— Required action —
Pick out the lines below that contain the string "Serdán" and copy them all.

— Dataset extract —
______________________________

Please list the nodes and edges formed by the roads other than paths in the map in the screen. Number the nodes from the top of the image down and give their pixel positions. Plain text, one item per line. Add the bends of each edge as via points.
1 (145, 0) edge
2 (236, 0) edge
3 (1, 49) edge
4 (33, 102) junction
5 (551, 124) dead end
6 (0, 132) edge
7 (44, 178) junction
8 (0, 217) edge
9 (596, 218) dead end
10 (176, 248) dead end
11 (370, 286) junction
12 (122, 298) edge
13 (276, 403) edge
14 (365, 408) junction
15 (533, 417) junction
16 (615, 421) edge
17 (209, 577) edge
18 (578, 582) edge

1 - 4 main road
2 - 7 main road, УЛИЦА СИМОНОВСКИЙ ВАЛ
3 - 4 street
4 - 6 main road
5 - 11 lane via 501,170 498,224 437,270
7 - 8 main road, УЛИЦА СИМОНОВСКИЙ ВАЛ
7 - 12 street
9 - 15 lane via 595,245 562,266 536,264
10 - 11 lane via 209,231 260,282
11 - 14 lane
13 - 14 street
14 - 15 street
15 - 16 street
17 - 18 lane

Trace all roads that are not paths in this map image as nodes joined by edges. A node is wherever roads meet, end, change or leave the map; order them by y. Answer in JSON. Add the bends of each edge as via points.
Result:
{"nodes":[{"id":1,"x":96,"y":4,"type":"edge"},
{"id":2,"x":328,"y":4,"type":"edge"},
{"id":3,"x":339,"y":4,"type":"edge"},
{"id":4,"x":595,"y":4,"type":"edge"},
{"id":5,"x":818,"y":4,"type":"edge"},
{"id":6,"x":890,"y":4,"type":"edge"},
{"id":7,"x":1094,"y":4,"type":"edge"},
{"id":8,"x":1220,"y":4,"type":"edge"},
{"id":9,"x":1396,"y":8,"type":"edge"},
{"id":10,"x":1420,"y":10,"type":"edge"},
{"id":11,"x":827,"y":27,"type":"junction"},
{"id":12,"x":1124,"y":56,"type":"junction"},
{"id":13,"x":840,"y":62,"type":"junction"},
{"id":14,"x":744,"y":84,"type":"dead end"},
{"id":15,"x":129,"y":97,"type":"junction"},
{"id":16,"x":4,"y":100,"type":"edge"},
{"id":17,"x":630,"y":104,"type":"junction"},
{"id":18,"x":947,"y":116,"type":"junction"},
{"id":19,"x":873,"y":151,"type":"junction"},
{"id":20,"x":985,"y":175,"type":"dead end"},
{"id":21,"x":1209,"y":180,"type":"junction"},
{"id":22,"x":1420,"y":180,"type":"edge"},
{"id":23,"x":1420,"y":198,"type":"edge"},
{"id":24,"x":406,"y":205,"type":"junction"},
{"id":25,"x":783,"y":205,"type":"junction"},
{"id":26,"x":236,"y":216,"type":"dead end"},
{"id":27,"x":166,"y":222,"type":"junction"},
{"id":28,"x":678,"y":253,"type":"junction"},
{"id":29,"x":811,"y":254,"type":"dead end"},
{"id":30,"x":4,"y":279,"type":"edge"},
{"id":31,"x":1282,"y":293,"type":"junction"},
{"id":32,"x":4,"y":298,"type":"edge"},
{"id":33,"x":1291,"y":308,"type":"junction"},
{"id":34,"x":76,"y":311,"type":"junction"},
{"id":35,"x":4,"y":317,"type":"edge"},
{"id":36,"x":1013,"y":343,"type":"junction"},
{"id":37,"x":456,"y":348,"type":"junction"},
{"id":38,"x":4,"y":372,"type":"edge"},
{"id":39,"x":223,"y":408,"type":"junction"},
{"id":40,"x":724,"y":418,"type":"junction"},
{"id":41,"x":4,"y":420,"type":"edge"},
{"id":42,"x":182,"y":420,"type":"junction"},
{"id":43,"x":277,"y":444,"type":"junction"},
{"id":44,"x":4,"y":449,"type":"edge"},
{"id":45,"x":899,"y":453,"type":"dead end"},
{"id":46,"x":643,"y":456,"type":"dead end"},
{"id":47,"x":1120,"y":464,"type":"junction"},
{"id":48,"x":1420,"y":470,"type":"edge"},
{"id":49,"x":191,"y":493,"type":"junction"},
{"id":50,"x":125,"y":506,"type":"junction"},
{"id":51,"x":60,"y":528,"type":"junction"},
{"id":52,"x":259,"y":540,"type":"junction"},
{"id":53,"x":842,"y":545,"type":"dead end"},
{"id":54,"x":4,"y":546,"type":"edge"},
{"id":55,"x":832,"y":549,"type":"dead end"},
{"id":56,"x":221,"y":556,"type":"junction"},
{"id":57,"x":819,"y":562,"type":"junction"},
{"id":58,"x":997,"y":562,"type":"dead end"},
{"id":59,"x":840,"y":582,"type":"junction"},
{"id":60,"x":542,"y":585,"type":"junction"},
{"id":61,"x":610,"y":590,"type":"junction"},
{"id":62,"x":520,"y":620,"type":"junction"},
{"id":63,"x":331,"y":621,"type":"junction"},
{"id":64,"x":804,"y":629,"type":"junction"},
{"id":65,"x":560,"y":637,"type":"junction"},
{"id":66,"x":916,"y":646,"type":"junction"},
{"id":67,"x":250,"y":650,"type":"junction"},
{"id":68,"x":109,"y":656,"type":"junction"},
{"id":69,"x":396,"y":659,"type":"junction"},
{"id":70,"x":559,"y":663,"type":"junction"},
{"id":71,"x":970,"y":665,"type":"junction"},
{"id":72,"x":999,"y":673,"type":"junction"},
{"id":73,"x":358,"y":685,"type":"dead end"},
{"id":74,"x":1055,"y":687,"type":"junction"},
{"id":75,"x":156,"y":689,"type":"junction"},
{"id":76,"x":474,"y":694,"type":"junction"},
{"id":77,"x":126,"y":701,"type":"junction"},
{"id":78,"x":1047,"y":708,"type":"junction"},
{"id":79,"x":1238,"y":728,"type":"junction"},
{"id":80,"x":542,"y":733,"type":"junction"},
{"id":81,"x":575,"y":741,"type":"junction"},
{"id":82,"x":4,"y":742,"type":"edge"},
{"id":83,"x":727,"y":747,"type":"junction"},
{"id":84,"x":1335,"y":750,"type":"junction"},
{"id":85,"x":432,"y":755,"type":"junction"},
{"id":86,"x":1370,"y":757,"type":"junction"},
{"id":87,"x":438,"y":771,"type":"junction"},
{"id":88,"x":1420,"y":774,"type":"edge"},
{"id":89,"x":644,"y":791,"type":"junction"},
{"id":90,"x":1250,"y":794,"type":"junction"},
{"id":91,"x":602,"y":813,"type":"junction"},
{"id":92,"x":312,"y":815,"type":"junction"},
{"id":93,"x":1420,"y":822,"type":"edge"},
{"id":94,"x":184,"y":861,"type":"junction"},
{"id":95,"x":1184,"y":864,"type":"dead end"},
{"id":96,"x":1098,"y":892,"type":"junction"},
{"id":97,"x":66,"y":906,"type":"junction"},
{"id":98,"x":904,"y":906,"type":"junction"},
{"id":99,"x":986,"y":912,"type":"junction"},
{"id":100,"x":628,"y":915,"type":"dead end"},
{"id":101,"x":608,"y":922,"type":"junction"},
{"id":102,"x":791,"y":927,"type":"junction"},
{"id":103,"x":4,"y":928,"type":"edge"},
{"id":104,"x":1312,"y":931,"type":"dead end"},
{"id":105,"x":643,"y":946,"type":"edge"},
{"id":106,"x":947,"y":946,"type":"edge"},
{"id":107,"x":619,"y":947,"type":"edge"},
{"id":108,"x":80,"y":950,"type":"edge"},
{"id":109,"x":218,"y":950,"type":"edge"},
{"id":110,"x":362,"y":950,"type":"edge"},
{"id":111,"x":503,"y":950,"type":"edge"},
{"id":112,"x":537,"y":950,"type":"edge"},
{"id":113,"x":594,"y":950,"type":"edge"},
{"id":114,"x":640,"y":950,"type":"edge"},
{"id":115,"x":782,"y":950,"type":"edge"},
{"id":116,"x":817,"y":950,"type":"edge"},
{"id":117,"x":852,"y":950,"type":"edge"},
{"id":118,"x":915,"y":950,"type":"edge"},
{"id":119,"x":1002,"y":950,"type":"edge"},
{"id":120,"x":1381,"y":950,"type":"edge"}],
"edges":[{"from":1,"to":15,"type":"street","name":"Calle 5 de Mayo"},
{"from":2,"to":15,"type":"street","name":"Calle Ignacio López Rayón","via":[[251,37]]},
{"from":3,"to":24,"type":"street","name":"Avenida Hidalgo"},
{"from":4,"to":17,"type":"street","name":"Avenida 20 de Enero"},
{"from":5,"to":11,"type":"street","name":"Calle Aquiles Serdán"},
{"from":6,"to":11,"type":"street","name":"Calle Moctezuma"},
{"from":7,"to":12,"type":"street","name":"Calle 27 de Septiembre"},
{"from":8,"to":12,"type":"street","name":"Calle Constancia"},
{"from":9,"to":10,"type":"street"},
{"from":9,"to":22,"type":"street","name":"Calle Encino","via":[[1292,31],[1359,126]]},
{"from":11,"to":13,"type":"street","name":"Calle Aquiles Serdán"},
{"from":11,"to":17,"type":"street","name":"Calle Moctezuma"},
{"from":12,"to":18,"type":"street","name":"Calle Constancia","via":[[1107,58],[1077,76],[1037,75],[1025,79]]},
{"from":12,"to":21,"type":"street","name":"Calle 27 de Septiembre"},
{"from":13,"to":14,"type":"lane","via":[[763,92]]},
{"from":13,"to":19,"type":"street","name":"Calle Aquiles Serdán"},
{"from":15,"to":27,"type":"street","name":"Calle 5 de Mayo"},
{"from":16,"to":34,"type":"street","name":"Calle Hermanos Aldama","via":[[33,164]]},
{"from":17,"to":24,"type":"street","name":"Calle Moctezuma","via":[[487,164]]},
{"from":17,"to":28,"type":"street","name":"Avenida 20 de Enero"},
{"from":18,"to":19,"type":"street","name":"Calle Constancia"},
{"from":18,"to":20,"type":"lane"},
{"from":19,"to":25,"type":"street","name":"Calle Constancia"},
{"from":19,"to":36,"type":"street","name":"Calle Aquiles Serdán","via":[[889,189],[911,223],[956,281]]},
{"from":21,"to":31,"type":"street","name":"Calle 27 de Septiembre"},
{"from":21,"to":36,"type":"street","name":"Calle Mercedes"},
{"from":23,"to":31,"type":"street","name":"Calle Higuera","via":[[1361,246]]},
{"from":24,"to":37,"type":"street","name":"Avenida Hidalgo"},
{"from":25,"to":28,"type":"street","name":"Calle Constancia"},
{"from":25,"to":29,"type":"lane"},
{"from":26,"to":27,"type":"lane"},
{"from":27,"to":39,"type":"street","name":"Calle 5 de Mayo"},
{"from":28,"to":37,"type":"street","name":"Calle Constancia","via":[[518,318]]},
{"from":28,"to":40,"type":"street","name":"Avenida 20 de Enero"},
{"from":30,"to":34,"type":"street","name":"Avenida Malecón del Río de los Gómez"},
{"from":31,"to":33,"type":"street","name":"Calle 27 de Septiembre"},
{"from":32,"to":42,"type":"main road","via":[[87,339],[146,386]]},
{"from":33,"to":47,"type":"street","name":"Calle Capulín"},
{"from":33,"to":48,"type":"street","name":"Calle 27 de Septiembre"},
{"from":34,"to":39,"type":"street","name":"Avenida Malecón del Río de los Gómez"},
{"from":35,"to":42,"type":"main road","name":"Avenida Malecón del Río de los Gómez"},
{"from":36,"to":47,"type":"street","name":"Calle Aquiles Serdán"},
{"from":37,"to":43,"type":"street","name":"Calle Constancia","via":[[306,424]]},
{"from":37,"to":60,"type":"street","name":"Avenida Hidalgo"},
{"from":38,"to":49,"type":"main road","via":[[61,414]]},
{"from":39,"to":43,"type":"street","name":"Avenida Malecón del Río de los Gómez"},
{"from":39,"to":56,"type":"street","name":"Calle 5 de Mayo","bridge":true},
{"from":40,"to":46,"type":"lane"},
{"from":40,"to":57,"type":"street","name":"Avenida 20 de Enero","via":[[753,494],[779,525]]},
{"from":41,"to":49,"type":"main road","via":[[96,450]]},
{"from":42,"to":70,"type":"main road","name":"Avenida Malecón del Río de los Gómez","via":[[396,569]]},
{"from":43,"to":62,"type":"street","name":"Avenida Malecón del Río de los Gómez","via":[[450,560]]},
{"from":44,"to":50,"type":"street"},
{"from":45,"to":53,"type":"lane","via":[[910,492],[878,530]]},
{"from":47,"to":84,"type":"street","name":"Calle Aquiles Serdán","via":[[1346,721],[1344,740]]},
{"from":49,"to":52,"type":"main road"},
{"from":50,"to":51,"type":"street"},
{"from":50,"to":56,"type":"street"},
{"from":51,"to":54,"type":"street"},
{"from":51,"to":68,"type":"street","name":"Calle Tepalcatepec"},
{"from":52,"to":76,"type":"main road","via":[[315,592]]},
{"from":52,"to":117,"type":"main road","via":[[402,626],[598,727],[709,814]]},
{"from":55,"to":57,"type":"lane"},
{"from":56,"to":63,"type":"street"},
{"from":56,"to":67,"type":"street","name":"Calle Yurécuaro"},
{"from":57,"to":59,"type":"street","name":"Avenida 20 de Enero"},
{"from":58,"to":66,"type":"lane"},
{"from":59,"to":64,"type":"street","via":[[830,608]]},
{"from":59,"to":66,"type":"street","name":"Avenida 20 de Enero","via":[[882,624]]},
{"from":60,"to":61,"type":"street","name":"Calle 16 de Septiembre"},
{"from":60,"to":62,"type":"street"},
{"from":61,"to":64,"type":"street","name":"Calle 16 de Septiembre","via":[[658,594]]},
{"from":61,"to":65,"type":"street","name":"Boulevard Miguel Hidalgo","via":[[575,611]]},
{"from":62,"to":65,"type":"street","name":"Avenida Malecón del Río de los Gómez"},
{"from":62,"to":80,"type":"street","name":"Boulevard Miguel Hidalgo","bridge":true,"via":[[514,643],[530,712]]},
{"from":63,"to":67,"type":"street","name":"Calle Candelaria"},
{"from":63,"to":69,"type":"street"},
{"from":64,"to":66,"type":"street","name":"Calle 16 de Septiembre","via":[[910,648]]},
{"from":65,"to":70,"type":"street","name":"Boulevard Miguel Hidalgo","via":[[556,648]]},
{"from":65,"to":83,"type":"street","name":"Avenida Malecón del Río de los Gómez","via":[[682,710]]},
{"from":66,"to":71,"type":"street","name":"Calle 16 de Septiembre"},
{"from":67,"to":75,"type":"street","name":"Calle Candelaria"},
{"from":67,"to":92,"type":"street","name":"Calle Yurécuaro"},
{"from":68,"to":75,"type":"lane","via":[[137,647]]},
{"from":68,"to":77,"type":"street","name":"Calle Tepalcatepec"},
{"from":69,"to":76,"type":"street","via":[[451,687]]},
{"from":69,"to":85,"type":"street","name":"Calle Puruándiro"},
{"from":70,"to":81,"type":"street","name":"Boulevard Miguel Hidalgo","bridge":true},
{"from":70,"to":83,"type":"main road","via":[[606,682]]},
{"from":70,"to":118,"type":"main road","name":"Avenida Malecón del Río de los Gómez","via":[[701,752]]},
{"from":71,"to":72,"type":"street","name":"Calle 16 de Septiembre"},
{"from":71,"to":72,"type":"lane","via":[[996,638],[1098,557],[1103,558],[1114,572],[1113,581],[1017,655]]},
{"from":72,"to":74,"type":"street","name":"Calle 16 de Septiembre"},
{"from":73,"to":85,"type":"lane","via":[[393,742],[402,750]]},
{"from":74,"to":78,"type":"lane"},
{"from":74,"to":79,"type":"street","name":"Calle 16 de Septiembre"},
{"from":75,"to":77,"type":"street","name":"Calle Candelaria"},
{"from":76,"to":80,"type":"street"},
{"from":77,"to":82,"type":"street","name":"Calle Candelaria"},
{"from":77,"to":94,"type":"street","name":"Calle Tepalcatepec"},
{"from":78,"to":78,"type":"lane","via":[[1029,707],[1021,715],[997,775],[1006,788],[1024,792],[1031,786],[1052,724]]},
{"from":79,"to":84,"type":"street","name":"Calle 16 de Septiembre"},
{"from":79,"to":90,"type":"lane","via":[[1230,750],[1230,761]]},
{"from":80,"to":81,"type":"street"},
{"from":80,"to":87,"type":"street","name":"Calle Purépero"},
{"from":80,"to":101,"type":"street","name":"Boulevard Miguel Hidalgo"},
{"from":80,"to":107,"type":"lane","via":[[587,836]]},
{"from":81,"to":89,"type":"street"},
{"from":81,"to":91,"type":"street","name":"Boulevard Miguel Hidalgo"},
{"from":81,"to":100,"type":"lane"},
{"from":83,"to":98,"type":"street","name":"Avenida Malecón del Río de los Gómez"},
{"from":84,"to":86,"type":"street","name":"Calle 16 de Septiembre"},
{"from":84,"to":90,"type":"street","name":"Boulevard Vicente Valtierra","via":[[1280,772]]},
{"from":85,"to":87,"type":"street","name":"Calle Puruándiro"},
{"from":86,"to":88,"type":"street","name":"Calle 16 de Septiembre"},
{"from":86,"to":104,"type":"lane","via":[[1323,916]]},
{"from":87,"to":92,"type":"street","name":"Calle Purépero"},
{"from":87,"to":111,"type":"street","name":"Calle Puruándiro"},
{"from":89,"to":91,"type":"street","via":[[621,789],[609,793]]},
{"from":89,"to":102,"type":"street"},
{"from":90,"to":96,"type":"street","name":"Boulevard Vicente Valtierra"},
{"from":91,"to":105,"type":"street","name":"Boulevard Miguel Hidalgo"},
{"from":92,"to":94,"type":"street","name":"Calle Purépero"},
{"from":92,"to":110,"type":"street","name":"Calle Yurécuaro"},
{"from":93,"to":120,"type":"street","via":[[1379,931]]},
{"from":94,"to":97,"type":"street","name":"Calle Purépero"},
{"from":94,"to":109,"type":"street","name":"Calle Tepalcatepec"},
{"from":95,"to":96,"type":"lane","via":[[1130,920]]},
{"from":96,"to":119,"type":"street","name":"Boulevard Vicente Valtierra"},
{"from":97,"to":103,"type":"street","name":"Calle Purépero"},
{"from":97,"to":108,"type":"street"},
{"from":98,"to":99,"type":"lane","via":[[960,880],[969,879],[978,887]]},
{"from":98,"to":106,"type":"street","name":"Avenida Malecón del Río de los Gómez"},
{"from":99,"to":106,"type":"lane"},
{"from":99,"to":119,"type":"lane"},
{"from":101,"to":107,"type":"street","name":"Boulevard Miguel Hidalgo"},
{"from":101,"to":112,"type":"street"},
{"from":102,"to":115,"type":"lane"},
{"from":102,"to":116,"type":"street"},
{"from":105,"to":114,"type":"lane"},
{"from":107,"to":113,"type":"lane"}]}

______________________________

— Solution for this task —
{"from":5,"to":11,"type":"street","name":"Calle Aquiles Serdán"},
{"from":11,"to":13,"type":"street","name":"Calle Aquiles Serdán"},
{"from":13,"to":19,"type":"street","name":"Calle Aquiles Serdán"},
{"from":19,"to":36,"type":"street","name":"Calle Aquiles Serdán","via":[[889,189],[911,223],[956,281]]},
{"from":36,"to":47,"type":"street","name":"Calle Aquiles Serdán"},
{"from":47,"to":84,"type":"street","name":"Calle Aquiles Serdán","via":[[1346,721],[1344,740]]},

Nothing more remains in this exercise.